Douglas A. McIntyre is the co-founder, chief executive officer and editor in chief of 24/7 Wall St. and 24/7 Tempo. He has held these jobs since 2006.

McIntyre has written thousands of articles for 24/7 Wall St. He is an expert on corporate finance, the automotive industry, media companies and international finance. He has edited articles on national demographics, sports, personal income and travel.

His work has been quoted or mentioned in The New York Times, The Wall Street Journal, Los Angeles Times, The Washington Post, NBC News, Time, The New Yorker, HuffPost USA Today, Business Insider, Yahoo, AOL, MarketWatch, The Atlantic, Bloomberg, New York Post, Chicago Tribune, Forbes, The Guardian and many other major publications. McIntyre has been a guest on CNBC, the BBC and television and radio stations across the country.

A magna cum laude graduate of Harvard College, McIntyre also was president of The Harvard Advocate. Founded in 1866, the Advocate is the oldest college publication in the United States.

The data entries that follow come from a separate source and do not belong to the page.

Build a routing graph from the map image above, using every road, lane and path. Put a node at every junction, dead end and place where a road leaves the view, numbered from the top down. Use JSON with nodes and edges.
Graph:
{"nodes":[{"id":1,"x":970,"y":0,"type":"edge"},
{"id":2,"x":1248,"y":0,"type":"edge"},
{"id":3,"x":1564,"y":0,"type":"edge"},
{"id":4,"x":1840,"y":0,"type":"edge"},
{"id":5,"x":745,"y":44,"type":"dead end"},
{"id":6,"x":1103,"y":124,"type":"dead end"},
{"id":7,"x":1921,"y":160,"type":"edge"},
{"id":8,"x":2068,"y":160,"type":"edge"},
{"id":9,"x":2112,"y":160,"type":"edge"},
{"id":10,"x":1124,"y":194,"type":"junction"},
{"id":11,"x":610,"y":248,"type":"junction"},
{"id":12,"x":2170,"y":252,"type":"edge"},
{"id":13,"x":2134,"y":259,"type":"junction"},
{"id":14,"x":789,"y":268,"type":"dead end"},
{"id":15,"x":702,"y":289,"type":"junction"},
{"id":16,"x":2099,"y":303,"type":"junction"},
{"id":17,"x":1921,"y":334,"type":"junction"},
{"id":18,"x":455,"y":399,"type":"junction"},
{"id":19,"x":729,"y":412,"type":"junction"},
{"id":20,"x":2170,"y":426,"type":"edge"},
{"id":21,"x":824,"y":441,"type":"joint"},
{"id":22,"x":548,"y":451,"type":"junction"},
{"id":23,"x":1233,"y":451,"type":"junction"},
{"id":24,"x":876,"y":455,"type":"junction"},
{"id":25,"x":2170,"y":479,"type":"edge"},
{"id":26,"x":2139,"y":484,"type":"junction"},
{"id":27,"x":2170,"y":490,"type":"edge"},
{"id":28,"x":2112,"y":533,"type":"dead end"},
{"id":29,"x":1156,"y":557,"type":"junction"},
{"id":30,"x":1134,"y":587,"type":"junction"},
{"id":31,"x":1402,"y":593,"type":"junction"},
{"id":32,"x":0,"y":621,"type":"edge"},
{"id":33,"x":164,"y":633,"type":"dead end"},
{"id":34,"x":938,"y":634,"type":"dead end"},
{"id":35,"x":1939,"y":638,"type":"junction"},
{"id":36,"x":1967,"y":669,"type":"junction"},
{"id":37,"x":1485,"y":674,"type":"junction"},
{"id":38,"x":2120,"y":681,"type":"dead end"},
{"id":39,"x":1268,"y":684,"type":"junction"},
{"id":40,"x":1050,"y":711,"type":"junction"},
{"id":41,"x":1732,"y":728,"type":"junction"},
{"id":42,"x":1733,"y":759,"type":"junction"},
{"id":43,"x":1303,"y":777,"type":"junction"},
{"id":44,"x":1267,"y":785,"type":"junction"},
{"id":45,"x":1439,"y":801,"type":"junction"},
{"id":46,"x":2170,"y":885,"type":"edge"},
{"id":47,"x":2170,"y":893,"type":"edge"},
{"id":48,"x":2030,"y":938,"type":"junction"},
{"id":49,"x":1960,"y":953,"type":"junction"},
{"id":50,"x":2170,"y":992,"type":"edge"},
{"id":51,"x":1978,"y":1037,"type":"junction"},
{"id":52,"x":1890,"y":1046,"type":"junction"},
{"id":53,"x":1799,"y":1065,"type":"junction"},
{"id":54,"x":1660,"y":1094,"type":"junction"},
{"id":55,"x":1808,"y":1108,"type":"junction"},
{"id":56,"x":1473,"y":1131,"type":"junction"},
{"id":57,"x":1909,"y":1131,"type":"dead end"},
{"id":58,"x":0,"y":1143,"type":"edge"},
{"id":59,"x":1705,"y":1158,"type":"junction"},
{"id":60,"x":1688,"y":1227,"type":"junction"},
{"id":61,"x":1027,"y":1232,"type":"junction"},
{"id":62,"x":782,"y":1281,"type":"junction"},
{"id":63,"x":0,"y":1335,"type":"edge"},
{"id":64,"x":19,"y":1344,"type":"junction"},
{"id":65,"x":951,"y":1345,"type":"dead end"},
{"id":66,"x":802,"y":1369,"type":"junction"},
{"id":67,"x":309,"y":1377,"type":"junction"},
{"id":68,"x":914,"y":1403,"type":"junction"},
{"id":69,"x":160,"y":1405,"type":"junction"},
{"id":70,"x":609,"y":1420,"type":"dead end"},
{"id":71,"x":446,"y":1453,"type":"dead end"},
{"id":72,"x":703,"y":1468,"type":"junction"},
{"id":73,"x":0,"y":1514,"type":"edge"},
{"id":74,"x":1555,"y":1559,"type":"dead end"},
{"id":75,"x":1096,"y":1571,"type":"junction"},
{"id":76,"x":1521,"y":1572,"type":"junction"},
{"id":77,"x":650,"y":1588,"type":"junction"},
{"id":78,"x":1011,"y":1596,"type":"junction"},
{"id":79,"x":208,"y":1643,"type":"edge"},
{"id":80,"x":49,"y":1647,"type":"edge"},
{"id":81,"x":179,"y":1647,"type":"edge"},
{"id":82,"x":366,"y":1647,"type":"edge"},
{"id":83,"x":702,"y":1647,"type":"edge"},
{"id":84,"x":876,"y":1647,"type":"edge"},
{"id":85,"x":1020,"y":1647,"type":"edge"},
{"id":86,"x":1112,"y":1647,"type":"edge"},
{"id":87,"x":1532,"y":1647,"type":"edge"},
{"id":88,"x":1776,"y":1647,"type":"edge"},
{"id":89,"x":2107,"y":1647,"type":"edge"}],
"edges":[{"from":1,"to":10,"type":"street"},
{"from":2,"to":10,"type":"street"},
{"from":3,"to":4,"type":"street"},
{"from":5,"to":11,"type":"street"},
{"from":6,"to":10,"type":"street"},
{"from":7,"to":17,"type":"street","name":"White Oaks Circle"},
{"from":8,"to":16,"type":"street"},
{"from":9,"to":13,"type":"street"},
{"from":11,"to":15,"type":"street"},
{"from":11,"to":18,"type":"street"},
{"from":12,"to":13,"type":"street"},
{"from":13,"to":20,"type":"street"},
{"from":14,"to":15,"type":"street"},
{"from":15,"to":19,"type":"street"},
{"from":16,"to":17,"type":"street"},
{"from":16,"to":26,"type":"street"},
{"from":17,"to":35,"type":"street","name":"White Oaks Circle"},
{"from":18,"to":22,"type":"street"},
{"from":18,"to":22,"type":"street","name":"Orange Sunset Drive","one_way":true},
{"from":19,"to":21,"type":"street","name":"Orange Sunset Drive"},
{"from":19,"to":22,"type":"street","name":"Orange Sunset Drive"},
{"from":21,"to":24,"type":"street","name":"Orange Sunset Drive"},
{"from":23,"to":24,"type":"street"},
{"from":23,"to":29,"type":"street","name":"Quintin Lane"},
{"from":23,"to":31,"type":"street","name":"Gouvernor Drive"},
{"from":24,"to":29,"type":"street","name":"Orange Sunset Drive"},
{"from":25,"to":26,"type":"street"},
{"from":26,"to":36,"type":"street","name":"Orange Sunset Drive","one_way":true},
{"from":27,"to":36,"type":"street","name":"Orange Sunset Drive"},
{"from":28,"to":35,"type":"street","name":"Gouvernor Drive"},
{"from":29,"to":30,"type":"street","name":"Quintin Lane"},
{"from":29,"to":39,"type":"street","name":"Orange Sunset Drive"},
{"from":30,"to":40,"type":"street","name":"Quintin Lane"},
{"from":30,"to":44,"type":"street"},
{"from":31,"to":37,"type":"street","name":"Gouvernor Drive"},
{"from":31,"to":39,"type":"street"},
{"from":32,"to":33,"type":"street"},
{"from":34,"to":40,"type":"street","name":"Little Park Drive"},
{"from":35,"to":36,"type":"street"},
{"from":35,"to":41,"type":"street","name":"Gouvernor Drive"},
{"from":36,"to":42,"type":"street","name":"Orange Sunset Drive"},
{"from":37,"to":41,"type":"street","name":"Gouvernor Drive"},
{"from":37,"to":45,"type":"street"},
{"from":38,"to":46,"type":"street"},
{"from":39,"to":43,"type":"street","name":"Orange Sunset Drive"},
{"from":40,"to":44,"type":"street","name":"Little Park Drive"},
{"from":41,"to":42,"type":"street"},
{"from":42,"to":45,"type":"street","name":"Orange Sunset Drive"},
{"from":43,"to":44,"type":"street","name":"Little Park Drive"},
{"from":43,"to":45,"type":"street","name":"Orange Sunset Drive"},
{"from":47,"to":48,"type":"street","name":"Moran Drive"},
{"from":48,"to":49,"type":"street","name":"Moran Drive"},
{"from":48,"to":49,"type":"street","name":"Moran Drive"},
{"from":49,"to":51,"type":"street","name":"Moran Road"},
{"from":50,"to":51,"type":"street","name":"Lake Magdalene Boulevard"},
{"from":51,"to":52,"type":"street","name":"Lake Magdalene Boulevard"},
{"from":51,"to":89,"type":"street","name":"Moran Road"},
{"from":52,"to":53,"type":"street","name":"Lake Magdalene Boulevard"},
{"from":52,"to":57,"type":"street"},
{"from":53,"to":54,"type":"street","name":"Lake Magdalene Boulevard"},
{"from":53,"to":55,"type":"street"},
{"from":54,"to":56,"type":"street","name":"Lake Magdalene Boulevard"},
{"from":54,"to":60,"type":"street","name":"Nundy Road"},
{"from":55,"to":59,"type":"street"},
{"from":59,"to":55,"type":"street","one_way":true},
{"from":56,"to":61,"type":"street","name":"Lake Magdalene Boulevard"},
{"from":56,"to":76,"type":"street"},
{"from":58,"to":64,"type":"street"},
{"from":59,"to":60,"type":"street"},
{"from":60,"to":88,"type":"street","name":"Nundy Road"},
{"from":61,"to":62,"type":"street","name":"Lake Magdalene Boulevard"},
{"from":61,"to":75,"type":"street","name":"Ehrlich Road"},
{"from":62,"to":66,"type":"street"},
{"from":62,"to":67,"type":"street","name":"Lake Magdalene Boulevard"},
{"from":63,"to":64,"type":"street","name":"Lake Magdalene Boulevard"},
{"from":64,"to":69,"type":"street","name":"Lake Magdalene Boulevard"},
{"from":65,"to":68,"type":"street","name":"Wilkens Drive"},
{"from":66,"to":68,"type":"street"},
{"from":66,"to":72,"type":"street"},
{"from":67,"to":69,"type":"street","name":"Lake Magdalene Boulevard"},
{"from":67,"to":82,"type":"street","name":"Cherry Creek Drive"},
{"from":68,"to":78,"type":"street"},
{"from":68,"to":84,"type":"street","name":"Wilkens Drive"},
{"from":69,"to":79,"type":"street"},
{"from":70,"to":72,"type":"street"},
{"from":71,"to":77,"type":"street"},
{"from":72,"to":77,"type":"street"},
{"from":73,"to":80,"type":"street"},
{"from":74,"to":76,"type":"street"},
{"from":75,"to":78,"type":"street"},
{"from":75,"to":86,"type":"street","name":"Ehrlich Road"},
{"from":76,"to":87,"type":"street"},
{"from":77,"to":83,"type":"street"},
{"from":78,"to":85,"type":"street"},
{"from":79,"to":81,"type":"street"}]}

TheStreet.com, Comps.com and Edgar Online are some of the public companies for which McIntyre served on the board of directors. He was a Vicinity Corporation board member when the company was sold to Microsoft in 2002. He served on the audit committees of some of these companies.

McIntyre has been the CEO of FutureSource, a provider of trading terminals and news to commodities and futures traders. He was president of Switchboard, the online phone directory company. He served as chairman and CEO of On2 Technologies, the video compression company that provided video compression software for Adobe’s Flash. Google bought On2 in 2009.